_What to work on_.
Word for word, restate all of the data shown below.

#### Data for this task ####

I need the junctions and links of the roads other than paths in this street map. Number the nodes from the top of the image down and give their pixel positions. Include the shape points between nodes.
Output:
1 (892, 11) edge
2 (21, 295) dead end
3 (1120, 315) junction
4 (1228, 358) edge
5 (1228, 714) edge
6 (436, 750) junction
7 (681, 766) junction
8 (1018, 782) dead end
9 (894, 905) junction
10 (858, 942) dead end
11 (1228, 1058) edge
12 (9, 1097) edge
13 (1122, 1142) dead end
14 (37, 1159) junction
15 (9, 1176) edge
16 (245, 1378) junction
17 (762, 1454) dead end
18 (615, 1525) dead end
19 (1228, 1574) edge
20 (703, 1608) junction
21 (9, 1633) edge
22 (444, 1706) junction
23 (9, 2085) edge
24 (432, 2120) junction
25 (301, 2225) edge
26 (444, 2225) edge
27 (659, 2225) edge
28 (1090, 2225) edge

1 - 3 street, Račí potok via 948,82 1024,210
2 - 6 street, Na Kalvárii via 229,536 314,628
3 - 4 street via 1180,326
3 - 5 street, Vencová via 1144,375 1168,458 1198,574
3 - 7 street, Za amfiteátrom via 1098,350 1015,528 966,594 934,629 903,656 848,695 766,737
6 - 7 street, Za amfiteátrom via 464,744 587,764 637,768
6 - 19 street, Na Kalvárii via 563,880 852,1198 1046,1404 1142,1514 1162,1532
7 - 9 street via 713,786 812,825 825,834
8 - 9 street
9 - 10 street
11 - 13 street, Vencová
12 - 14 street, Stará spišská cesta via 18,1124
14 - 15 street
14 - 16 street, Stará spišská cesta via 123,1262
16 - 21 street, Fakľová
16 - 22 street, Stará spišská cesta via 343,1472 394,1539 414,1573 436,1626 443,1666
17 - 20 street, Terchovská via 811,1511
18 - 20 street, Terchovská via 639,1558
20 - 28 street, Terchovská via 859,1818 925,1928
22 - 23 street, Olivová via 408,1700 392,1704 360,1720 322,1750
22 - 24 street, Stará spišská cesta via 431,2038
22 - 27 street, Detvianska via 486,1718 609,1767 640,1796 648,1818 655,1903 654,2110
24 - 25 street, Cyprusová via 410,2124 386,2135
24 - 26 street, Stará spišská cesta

####

_Output of the exercise_.
I need the junctions and links of the roads other than paths in this street map. Number the nodes from the top of the image down and give their pixel positions. Include the shape points between nodes.
Output:
1 (892, 11) edge
2 (21, 295) dead end
3 (1120, 315) junction
4 (1228, 358) edge
5 (1228, 714) edge
6 (436, 750) junction
7 (681, 766) junction
8 (1018, 782) dead end
9 (894, 905) junction
10 (858, 942) dead end
11 (1228, 1058) edge
12 (9, 1097) edge
13 (1122, 1142) dead end
14 (37, 1159) junction
15 (9, 1176) edge
16 (245, 1378) junction
17 (762, 1454) dead end
18 (615, 1525) dead end
19 (1228, 1574) edge
20 (703, 1608) junction
21 (9, 1633) edge
22 (444, 1706) junction
23 (9, 2085) edge
24 (432, 2120) junction
25 (301, 2225) edge
26 (444, 2225) edge
27 (659, 2225) edge
28 (1090, 2225) edge

1 - 3 street, Račí potok via 948,82 1024,210
2 - 6 street, Na Kalvárii via 229,536 314,628
3 - 4 street via 1180,326
3 - 5 street, Vencová via 1144,375 1168,458 1198,574
3 - 7 street, Za amfiteátrom via 1098,350 1015,528 966,594 934,629 903,656 848,695 766,737
6 - 7 street, Za amfiteátrom via 464,744 587,764 637,768
6 - 19 street, Na Kalvárii via 563,880 852,1198 1046,1404 1142,1514 1162,1532
7 - 9 street via 713,786 812,825 825,834
8 - 9 street
9 - 10 street
11 - 13 street, Vencová
12 - 14 street, Stará spišská cesta via 18,1124
14 - 15 street
14 - 16 street, Stará spišská cesta via 123,1262
16 - 21 street, Fakľová
16 - 22 street, Stará spišská cesta via 343,1472 394,1539 414,1573 436,1626 443,1666
17 - 20 street, Terchovská via 811,1511
18 - 20 street, Terchovská via 639,1558
20 - 28 street, Terchovská via 859,1818 925,1928
22 - 23 street, Olivová via 408,1700 392,1704 360,1720 322,1750
22 - 24 street, Stará spišská cesta via 431,2038
22 - 27 street, Detvianska via 486,1718 609,1767 640,1796 648,1818 655,1903 654,2110
24 - 25 street, Cyprusová via 410,2124 386,2135
24 - 26 street, Stará spišská cesta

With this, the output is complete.